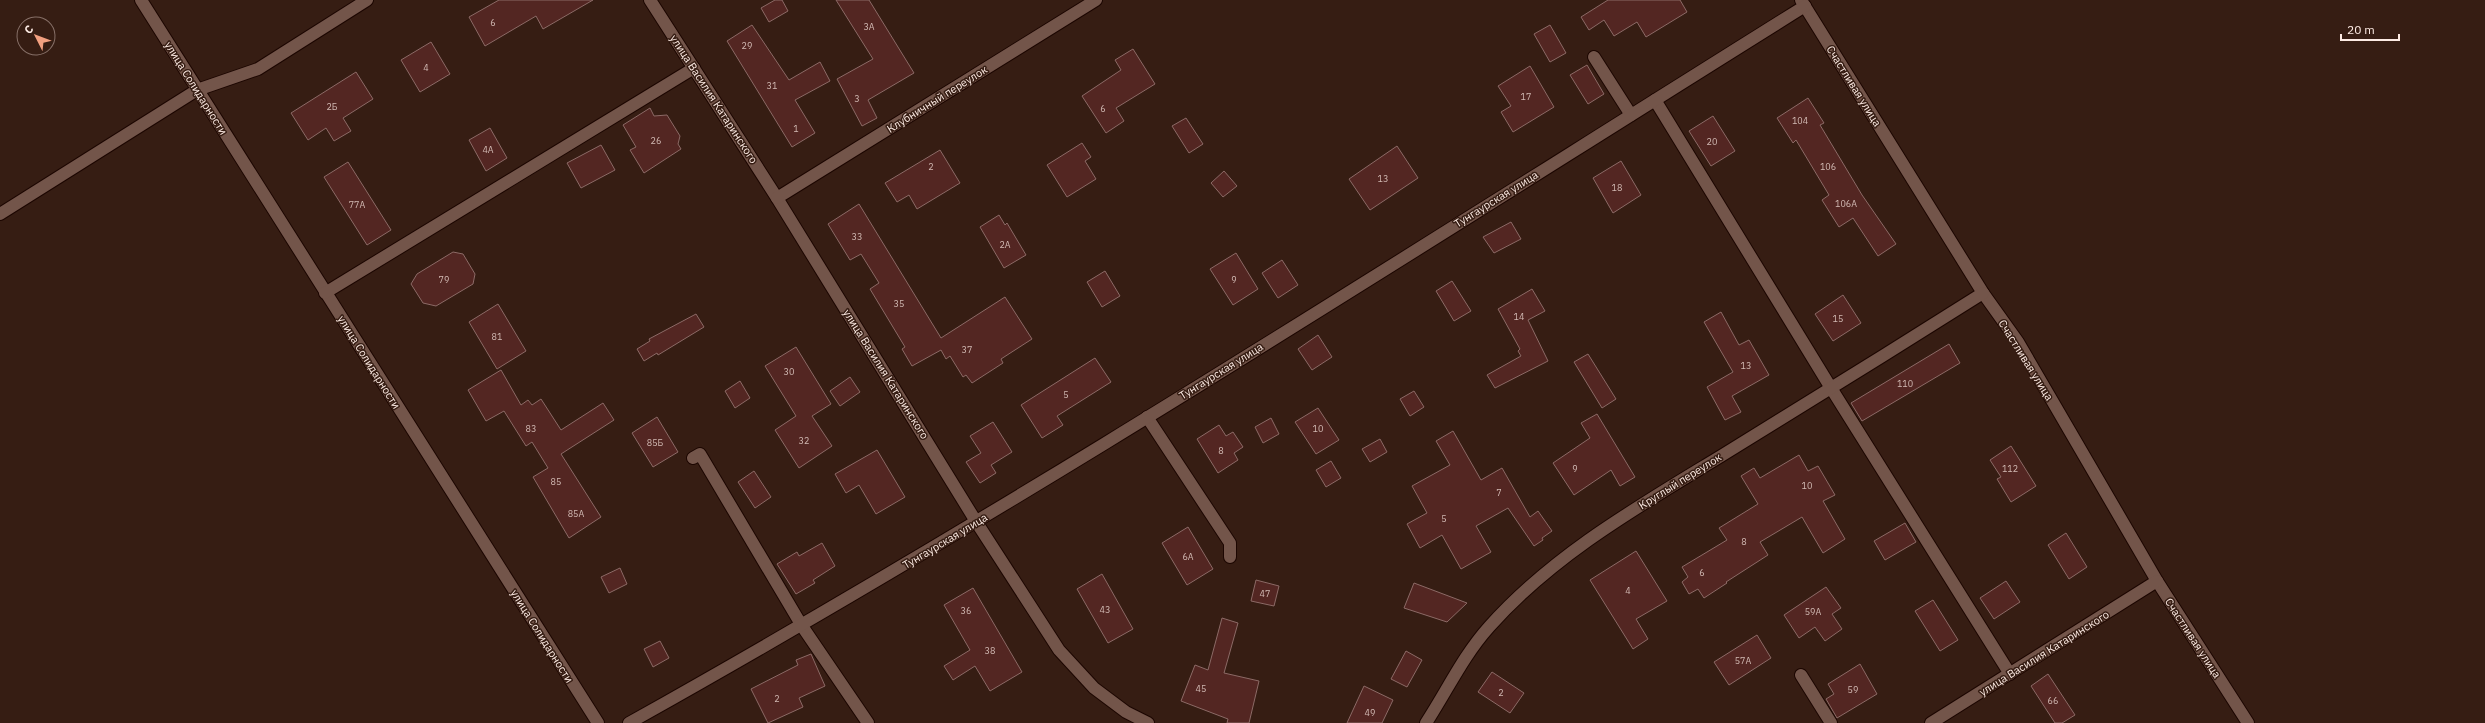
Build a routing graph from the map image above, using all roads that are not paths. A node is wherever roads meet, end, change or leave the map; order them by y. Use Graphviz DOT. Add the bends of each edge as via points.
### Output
graph roads {
  1 [pos="141,0"];
  2 [pos="367,0"];
  3 [pos="650,0"];
  4 [pos="1096,0"];
  5 [pos="1803,3"];
  6 [pos="1594,57"];
  7 [pos="694,68"];
  8 [pos="197,90"];
  9 [pos="1655,100"];
  10 [pos="1630,115"];
  11 [pos="777,198"];
  12 [pos="0,214"];
  13 [pos="325,293"];
  14 [pos="1983,294"];
  15 [pos="1831,388"];
  16 [pos="1147,417"];
  17 [pos="693,458"];
  18 [pos="977,523"];
  19 [pos="1230,557"];
  20 [pos="2157,581"];
  21 [pos="802,626"];
  22 [pos="2010,674"];
  23 [pos="1801,676"];
  24 [pos="598,723"];
  25 [pos="629,723"];
  26 [pos="868,723"];
  27 [pos="1148,723"];
  28 [pos="1426,723"];
  29 [pos="1832,723"];
  30 [pos="1930,723"];
  31 [pos="2248,723"];
  1 -- 8 [label="street, улица Солидарности"];
  2 -- 8 [label="street" via="258,69"];
  3 -- 7 [label="street, улица Василия Катаринского"];
  4 -- 11 [label="street, Клубничный переулок"];
  5 -- 9 [label="street, Тунгаурская улица"];
  5 -- 14 [label="street, Счастливая улица"];
  6 -- 10 [label="street"];
  7 -- 11 [label="street, улица Василия Катаринского"];
  7 -- 13 [label="street"];
  8 -- 12 [label="street"];
  8 -- 13 [label="street, улица Солидарности"];
  9 -- 10 [label="street, Тунгаурская улица"];
  9 -- 15 [label="street"];
  10 -- 16 [label="street, Тунгаурская улица"];
  11 -- 18 [label="street, улица Василия Катаринского"];
  13 -- 24 [label="street, улица Солидарности"];
  14 -- 15 [label="street, Круглый переулок"];
  14 -- 20 [label="street, Счастливая улица" via="2018,342"];
  15 -- 22 [label="street"];
  15 -- 28 [label="street, Круглый переулок" via="1581,545 1529,586 1472,647"];
  16 -- 18 [label="street, Тунгаурская улица"];
  16 -- 19 [label="street" via="1230,543"];
  17 -- 21 [label="street" via="700,454"];
  18 -- 21 [label="street, Тунгаурская улица"];
  18 -- 27 [label="street, улица Василия Катаринского" via="1059,650 1094,688 1126,712"];
  20 -- 22 [label="street, улица Василия Катаринского"];
  20 -- 31 [label="street, Счастливая улица"];
  21 -- 25 [label="street, Тунгаурская улица"];
  21 -- 26 [label="street"];
  22 -- 30 [label="street, улица Василия Катаринского"];
  23 -- 29 [label="street"];
}
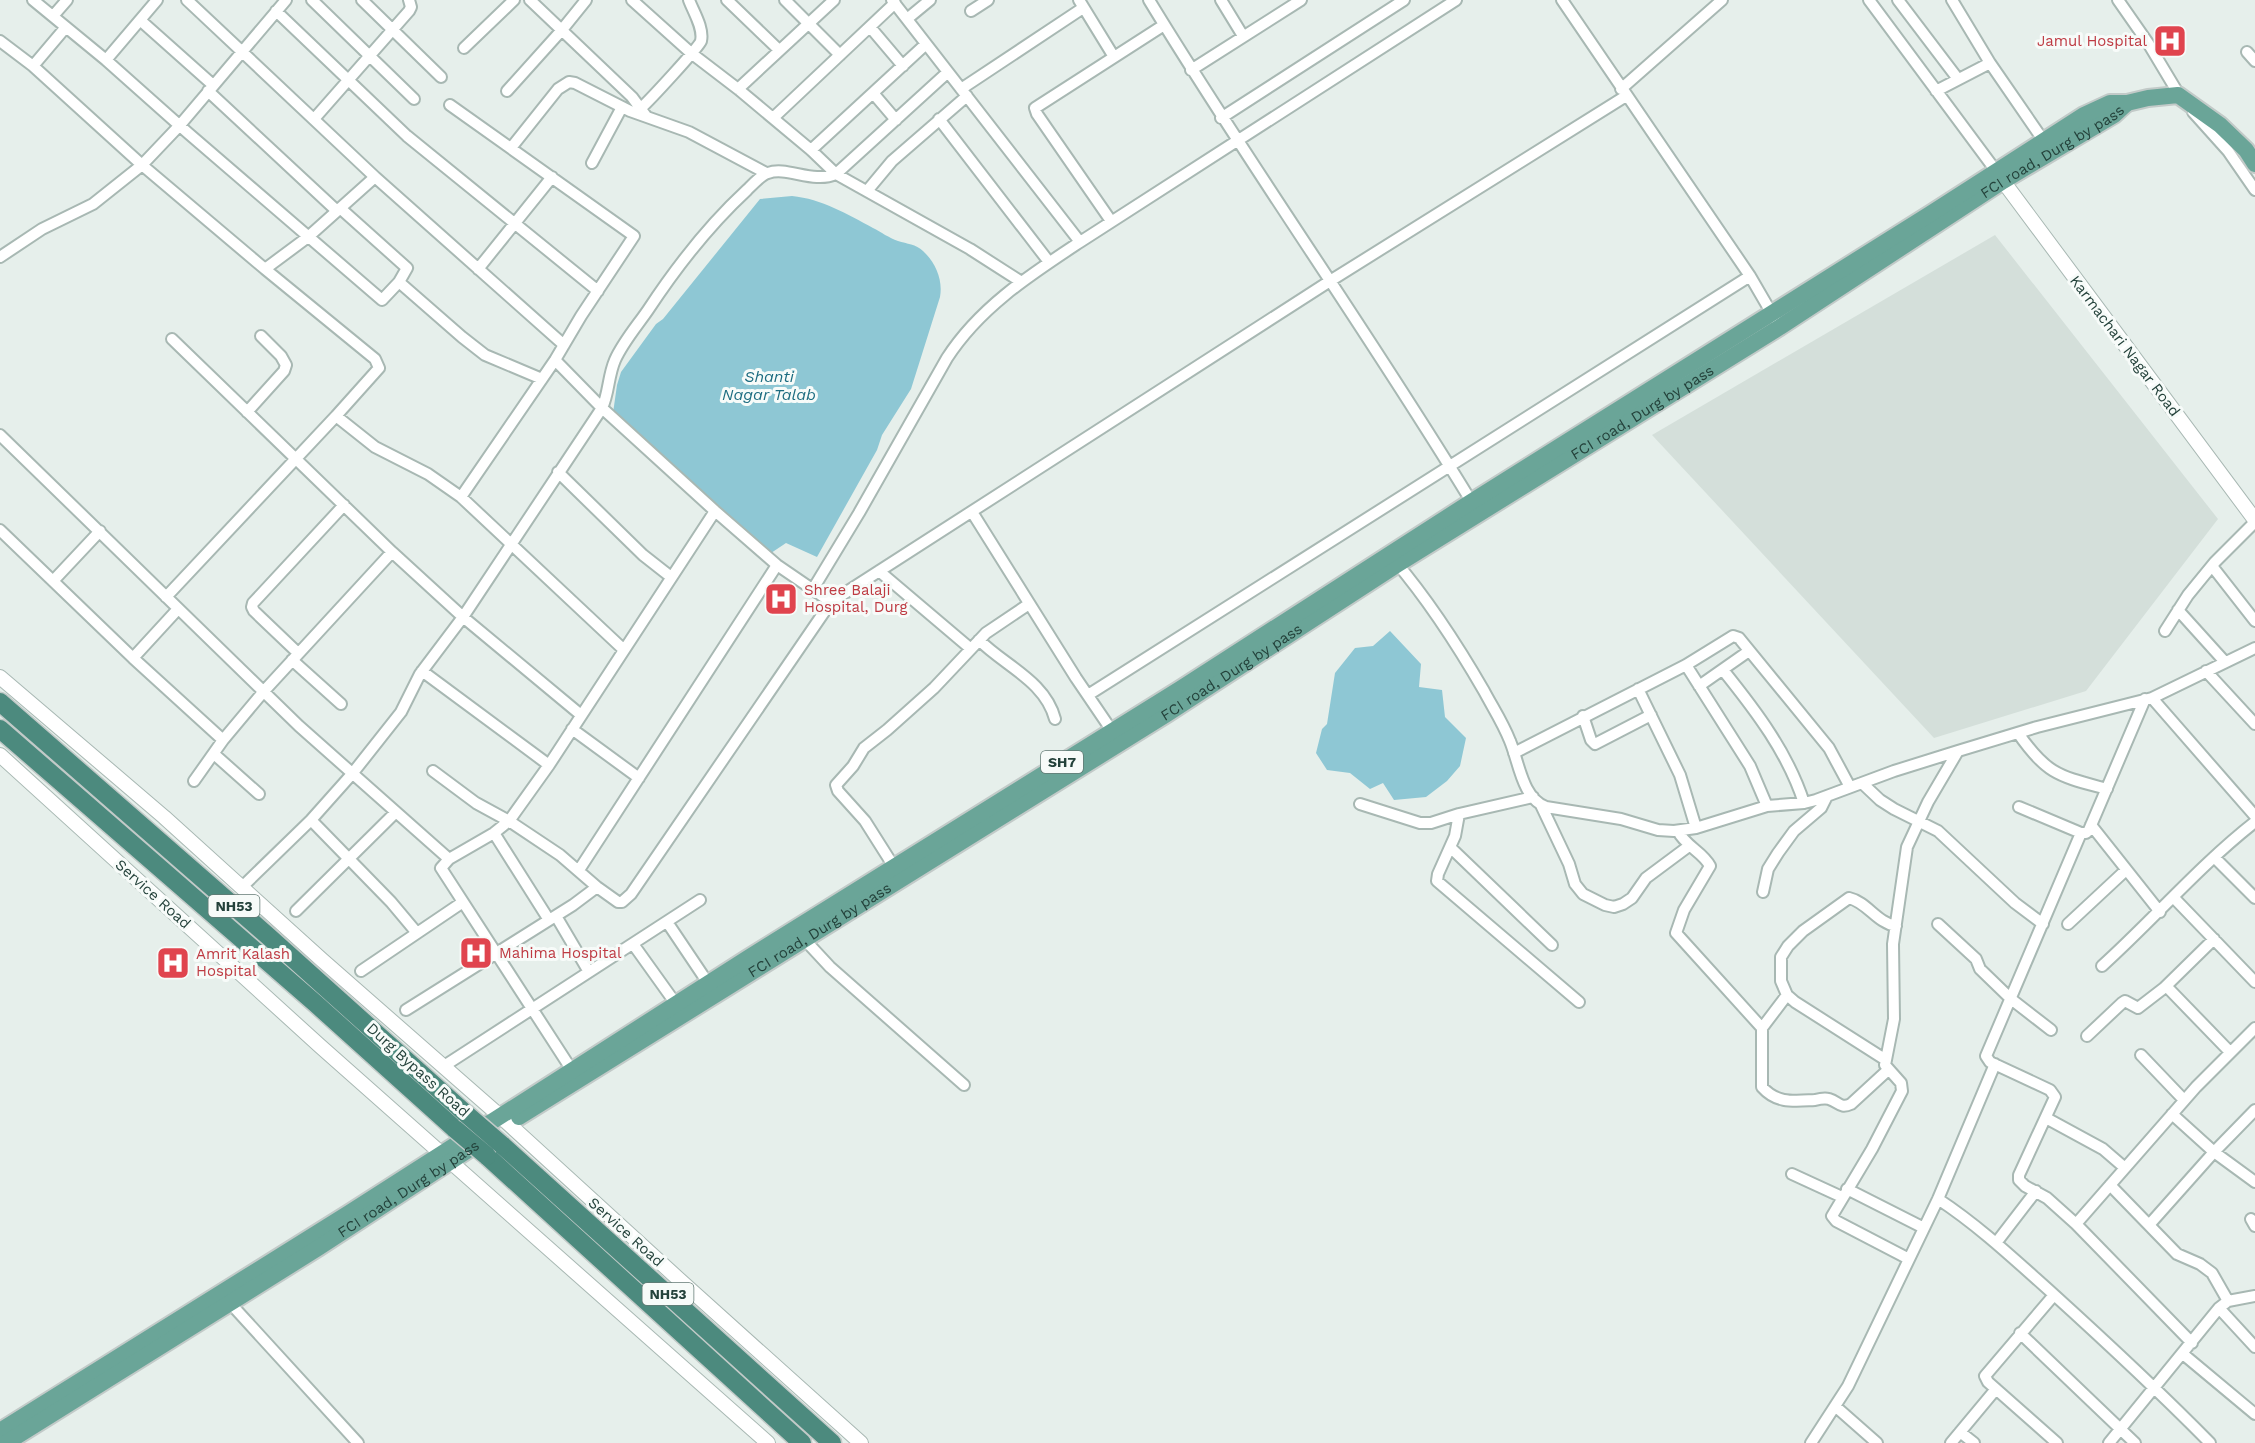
● ● ● ● ●
### WHAT YOU ARE ASKED TO DO:
What you return must match the records above exactly, minus any images.

### EXPECTED ANSWER:
Build a routing graph from the map image above, using all roads that are not paths. A node is wherever roads meet, end, change or leave the map; order them by y. Use Graphviz DOT. Add the bends of each edge as via points.
### Output
graph roads {
  1 [pos="141,0"];
  2 [pos="367,0"];
  3 [pos="650,0"];
  4 [pos="1096,0"];
  5 [pos="1803,3"];
  6 [pos="1594,57"];
  7 [pos="694,68"];
  8 [pos="197,90"];
  9 [pos="1655,100"];
  10 [pos="1630,115"];
  11 [pos="777,198"];
  12 [pos="0,214"];
  13 [pos="325,293"];
  14 [pos="1983,294"];
  15 [pos="1831,388"];
  16 [pos="1147,417"];
  17 [pos="693,458"];
  18 [pos="977,523"];
  19 [pos="1230,557"];
  20 [pos="2157,581"];
  21 [pos="802,626"];
  22 [pos="2010,674"];
  23 [pos="1801,676"];
  24 [pos="598,723"];
  25 [pos="629,723"];
  26 [pos="868,723"];
  27 [pos="1148,723"];
  28 [pos="1426,723"];
  29 [pos="1832,723"];
  30 [pos="1930,723"];
  31 [pos="2248,723"];
  1 -- 8 [label="street, улица Солидарности"];
  2 -- 8 [label="street" via="258,69"];
  3 -- 7 [label="street, улица Василия Катаринского"];
  4 -- 11 [label="street, Клубничный переулок"];
  5 -- 9 [label="street, Тунгаурская улица"];
  5 -- 14 [label="street, Счастливая улица"];
  6 -- 10 [label="street"];
  7 -- 11 [label="street, улица Василия Катаринского"];
  7 -- 13 [label="street"];
  8 -- 12 [label="street"];
  8 -- 13 [label="street, улица Солидарности"];
  9 -- 10 [label="street, Тунгаурская улица"];
  9 -- 15 [label="street"];
  10 -- 16 [label="street, Тунгаурская улица"];
  11 -- 18 [label="street, улица Василия Катаринского"];
  13 -- 24 [label="street, улица Солидарности"];
  14 -- 15 [label="street, Круглый переулок"];
  14 -- 20 [label="street, Счастливая улица" via="2018,342"];
  15 -- 22 [label="street"];
  15 -- 28 [label="street, Круглый переулок" via="1581,545 1529,586 1472,647"];
  16 -- 18 [label="street, Тунгаурская улица"];
  16 -- 19 [label="street" via="1230,543"];
  17 -- 21 [label="street" via="700,454"];
  18 -- 21 [label="street, Тунгаурская улица"];
  18 -- 27 [label="street, улица Василия Катаринского" via="1059,650 1094,688 1126,712"];
  20 -- 22 [label="street, улица Василия Катаринского"];
  20 -- 31 [label="street, Счастливая улица"];
  21 -- 25 [label="street, Тунгаурская улица"];
  21 -- 26 [label="street"];
  22 -- 30 [label="street, улица Василия Катаринского"];
  23 -- 29 [label="street"];
}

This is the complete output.